---- RECORDS TO PROCESS
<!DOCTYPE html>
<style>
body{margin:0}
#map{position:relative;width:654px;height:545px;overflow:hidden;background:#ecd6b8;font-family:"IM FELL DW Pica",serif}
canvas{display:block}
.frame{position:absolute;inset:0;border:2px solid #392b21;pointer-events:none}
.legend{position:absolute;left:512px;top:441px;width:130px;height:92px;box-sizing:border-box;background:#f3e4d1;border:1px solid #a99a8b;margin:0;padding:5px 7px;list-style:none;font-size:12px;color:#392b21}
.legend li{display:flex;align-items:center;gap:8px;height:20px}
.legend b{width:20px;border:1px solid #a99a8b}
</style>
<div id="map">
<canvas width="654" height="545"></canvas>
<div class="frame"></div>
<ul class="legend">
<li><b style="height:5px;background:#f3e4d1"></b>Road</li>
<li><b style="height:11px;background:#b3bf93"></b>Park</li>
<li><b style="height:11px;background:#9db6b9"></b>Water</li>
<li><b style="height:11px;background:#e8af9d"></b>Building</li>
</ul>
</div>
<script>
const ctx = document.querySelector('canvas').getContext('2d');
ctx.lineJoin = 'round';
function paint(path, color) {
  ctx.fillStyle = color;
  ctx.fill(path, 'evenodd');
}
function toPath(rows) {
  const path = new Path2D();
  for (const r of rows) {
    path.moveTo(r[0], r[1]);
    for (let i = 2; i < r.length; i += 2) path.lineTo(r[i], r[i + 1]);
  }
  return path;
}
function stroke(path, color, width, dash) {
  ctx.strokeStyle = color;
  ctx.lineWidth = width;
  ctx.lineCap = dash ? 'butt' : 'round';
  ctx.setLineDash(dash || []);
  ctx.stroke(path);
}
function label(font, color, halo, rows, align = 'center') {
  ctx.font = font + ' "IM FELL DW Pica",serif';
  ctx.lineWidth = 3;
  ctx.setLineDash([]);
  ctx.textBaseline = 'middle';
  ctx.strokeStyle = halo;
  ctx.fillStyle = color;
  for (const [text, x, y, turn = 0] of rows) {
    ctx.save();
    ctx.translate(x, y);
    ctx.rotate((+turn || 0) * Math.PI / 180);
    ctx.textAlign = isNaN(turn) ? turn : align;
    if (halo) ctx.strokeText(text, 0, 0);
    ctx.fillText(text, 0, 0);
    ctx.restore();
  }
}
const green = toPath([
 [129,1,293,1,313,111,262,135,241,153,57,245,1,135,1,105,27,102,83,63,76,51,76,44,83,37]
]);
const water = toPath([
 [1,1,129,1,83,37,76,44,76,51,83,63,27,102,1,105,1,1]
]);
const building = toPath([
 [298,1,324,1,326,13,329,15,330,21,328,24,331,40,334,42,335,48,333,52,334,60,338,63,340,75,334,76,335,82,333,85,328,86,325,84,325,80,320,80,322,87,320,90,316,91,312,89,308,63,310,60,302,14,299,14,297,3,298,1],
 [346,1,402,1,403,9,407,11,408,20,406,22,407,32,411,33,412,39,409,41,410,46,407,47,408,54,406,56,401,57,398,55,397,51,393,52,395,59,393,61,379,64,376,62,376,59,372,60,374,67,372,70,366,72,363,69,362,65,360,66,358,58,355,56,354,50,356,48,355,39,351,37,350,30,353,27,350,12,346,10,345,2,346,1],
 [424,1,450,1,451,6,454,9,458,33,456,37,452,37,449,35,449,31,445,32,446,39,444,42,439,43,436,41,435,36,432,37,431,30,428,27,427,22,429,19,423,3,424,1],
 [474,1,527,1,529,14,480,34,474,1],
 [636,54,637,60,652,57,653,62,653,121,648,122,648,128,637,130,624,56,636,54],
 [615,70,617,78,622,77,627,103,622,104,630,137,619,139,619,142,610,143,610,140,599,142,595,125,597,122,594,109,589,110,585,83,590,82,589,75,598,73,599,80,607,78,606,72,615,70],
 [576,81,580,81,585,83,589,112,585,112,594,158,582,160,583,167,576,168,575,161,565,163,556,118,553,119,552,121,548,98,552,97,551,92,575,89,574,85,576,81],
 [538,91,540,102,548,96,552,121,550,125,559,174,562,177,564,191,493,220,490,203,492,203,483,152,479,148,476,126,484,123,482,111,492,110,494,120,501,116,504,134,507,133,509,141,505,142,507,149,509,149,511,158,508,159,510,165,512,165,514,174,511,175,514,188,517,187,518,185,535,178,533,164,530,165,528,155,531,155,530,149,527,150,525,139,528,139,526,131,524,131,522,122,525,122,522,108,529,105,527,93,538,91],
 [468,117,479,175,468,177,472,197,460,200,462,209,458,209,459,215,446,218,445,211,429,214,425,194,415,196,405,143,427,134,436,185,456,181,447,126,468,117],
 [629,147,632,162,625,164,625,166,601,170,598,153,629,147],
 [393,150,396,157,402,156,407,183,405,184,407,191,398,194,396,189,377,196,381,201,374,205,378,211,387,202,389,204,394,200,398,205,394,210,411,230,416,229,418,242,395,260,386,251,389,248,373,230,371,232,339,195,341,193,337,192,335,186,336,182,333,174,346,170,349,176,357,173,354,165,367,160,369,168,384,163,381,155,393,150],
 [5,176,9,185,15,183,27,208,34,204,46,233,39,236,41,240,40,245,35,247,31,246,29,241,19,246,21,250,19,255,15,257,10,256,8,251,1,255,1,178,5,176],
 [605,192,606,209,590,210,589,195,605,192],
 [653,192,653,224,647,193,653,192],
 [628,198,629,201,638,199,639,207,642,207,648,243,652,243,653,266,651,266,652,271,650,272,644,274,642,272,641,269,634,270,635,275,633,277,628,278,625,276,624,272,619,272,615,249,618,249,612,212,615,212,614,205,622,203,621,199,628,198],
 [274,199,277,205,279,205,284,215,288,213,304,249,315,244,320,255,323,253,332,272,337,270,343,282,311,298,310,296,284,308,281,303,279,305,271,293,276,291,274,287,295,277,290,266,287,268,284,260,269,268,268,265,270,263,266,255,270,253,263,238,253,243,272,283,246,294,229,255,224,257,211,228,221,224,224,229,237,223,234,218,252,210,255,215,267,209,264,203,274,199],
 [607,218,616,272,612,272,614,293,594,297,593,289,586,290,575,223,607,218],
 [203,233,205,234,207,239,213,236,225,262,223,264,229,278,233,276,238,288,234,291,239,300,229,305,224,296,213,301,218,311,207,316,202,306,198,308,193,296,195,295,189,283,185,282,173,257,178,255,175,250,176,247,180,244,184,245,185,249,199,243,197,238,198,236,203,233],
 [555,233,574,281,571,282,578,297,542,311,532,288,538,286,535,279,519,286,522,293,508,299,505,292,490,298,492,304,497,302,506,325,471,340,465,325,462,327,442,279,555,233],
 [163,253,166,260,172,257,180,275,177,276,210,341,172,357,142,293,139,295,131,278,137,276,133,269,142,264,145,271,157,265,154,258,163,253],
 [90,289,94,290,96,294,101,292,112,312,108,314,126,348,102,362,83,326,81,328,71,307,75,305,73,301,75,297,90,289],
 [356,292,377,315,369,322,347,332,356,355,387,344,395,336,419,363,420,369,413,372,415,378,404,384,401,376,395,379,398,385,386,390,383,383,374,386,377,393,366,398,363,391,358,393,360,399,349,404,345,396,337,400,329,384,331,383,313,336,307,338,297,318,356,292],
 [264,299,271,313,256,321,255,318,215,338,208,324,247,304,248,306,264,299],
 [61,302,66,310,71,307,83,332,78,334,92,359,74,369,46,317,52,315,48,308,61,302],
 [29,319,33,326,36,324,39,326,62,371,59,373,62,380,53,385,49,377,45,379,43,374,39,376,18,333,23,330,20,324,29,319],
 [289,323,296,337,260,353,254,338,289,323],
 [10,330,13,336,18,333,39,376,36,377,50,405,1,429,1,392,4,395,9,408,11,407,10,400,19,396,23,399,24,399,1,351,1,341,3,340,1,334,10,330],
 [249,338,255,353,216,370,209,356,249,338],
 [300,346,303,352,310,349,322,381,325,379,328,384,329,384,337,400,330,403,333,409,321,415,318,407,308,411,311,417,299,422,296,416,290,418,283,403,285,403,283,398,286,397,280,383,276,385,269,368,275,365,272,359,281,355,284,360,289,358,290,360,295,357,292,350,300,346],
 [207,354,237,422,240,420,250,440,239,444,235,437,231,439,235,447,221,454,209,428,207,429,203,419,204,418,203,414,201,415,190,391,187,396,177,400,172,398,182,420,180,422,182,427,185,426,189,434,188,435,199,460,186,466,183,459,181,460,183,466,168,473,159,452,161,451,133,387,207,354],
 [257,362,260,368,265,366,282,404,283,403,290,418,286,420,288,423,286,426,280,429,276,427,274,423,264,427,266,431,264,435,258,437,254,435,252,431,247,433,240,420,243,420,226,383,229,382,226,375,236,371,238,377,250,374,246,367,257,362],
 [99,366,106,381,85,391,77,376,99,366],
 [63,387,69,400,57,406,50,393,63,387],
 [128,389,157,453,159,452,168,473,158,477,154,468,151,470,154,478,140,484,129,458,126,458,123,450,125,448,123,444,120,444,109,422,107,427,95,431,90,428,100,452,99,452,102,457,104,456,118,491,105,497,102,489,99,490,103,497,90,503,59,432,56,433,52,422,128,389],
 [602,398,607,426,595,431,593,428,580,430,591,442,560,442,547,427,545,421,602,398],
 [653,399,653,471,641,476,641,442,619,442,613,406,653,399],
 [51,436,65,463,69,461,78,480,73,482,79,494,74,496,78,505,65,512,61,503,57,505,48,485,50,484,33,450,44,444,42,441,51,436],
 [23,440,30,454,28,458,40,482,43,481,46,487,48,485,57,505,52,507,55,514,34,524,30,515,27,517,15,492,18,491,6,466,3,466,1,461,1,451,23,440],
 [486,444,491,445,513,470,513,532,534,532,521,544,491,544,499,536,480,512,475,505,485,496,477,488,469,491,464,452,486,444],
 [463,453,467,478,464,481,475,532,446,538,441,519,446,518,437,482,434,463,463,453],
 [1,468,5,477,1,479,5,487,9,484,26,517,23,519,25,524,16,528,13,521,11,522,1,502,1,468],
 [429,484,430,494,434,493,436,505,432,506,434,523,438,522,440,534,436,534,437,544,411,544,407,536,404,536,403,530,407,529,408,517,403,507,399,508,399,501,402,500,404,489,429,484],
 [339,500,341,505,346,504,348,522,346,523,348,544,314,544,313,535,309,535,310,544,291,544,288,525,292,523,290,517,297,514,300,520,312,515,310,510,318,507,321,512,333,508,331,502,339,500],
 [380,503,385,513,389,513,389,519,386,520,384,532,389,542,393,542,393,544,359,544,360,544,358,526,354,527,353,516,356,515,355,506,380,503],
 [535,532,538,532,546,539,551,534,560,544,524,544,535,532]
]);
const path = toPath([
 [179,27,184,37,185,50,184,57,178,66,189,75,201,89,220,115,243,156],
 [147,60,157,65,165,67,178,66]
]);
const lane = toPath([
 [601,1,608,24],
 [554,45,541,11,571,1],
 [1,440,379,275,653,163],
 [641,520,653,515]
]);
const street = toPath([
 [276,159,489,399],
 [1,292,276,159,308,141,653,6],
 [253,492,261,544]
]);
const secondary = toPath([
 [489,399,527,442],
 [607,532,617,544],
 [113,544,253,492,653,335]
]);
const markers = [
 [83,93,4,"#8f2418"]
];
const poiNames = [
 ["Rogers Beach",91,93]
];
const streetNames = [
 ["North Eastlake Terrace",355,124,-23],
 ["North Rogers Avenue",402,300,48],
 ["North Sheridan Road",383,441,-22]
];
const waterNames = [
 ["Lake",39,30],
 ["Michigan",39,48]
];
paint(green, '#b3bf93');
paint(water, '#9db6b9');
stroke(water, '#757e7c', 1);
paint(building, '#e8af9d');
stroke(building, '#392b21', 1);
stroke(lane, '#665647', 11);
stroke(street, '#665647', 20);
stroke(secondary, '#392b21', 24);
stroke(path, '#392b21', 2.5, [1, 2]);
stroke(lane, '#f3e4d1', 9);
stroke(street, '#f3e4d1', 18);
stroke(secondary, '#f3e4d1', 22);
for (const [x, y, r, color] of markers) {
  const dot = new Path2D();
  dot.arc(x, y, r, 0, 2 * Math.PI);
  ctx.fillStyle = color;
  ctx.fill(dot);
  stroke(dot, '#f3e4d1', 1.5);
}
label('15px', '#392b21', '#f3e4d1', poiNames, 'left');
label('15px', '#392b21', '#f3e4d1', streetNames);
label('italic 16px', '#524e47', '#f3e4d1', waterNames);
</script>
--------
= PROBLEM REQUIREMENTS =
Bring together all lines in the records where the word "function" is found.

= ANSWER FOR THIS EXERCISE =
function paint(path, color) {
function toPath(rows) {
function stroke(path, color, width, dash) {
function label(font, color, halo, rows, align = 'center') {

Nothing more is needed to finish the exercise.